● Source material:
Content starts
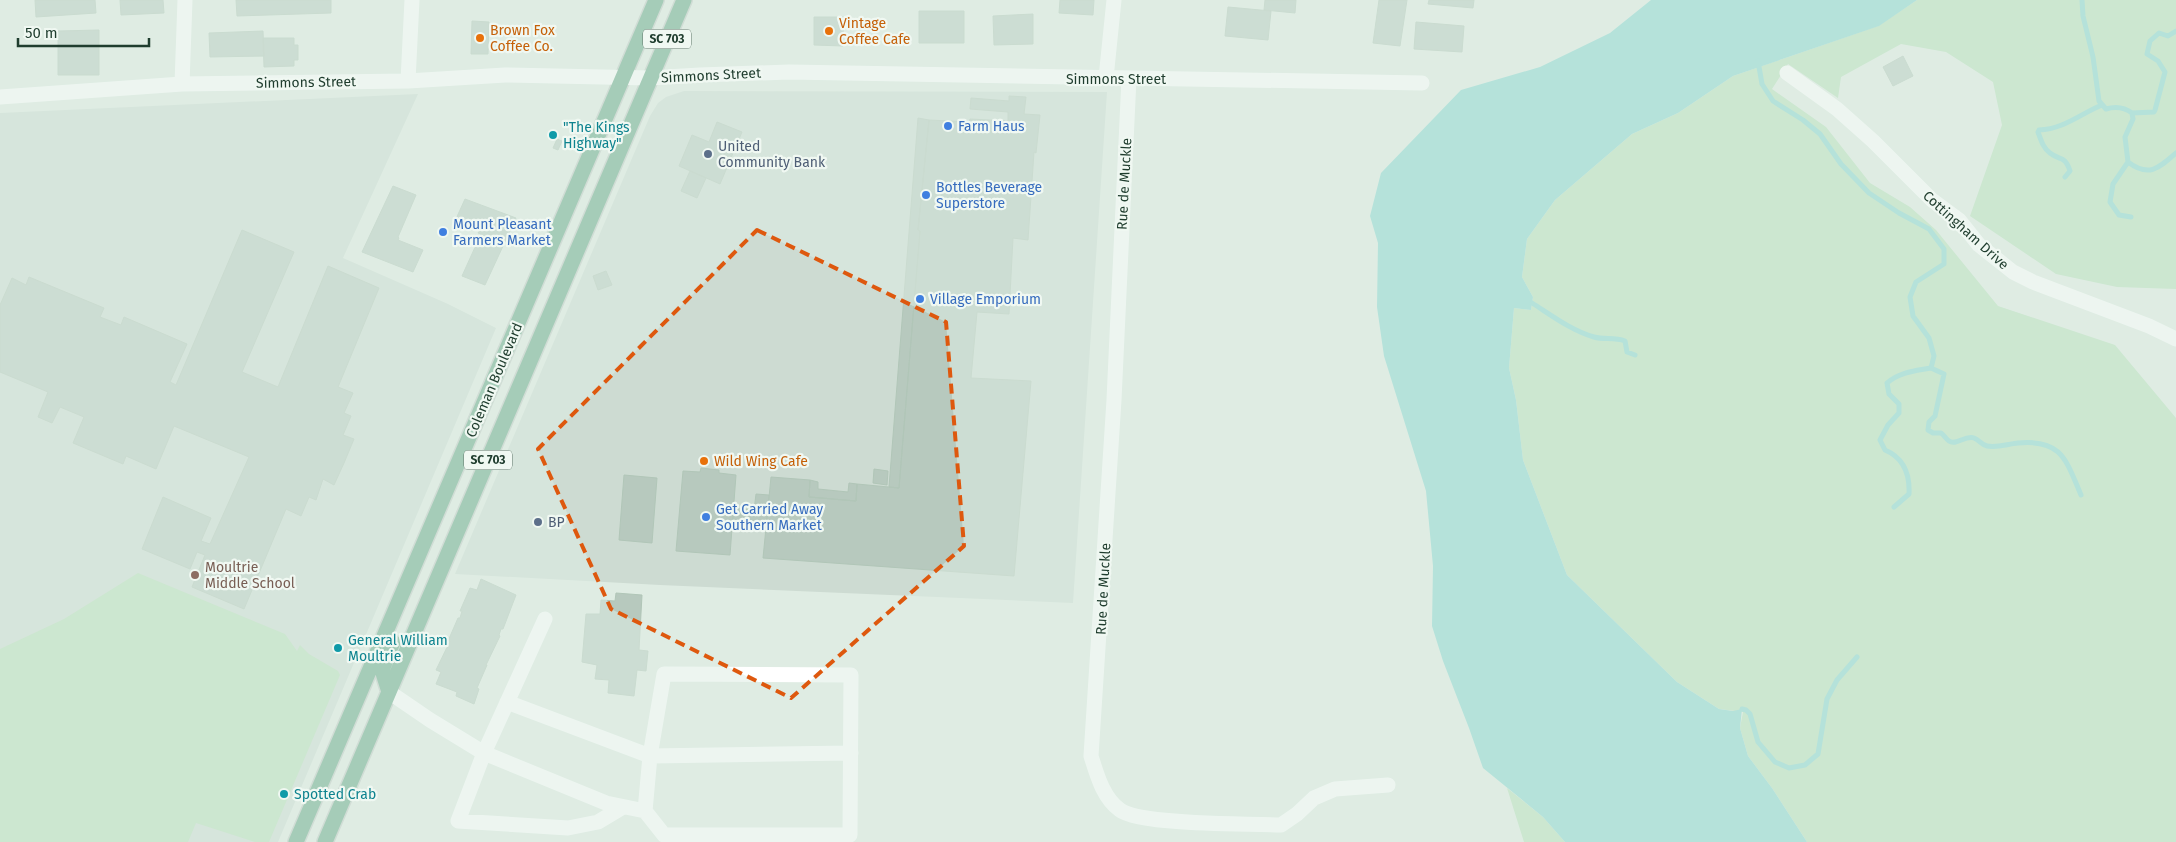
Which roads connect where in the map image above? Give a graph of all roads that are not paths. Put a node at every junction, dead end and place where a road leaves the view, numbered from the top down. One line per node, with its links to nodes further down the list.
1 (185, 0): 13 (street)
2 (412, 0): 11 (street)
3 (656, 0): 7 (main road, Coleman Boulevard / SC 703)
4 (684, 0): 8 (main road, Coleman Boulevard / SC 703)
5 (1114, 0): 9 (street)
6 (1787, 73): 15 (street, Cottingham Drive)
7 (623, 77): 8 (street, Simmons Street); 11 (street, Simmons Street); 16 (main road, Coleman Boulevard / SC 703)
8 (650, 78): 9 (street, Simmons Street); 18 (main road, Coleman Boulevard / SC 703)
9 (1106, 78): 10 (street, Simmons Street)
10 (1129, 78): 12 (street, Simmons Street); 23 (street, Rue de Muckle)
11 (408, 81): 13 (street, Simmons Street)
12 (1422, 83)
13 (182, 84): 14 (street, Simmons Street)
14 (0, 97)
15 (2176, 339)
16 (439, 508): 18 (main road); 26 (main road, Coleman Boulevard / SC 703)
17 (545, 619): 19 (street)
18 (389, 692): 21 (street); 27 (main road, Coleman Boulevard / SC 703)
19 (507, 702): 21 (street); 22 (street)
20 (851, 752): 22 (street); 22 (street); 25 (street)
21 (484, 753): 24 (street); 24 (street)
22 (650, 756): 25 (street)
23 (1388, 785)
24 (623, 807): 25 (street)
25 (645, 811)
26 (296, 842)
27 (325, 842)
Content ends
● What you should do:
From the first line to the last, retype the entries above exactly, minus the pictures.

● Task result:
Which roads connect where in the map image above? Give a graph of all roads that are not paths. Put a node at every junction, dead end and place where a road leaves the view, numbered from the top down. One line per node, with its links to nodes further down the list.
1 (185, 0): 13 (street)
2 (412, 0): 11 (street)
3 (656, 0): 7 (main road, Coleman Boulevard / SC 703)
4 (684, 0): 8 (main road, Coleman Boulevard / SC 703)
5 (1114, 0): 9 (street)
6 (1787, 73): 15 (street, Cottingham Drive)
7 (623, 77): 8 (street, Simmons Street); 11 (street, Simmons Street); 16 (main road, Coleman Boulevard / SC 703)
8 (650, 78): 9 (street, Simmons Street); 18 (main road, Coleman Boulevard / SC 703)
9 (1106, 78): 10 (street, Simmons Street)
10 (1129, 78): 12 (street, Simmons Street); 23 (street, Rue de Muckle)
11 (408, 81): 13 (street, Simmons Street)
12 (1422, 83)
13 (182, 84): 14 (street, Simmons Street)
14 (0, 97)
15 (2176, 339)
16 (439, 508): 18 (main road); 26 (main road, Coleman Boulevard / SC 703)
17 (545, 619): 19 (street)
18 (389, 692): 21 (street); 27 (main road, Coleman Boulevard / SC 703)
19 (507, 702): 21 (street); 22 (street)
20 (851, 752): 22 (street); 22 (street); 25 (street)
21 (484, 753): 24 (street); 24 (street)
22 (650, 756): 25 (street)
23 (1388, 785)
24 (623, 807): 25 (street)
25 (645, 811)
26 (296, 842)
27 (325, 842)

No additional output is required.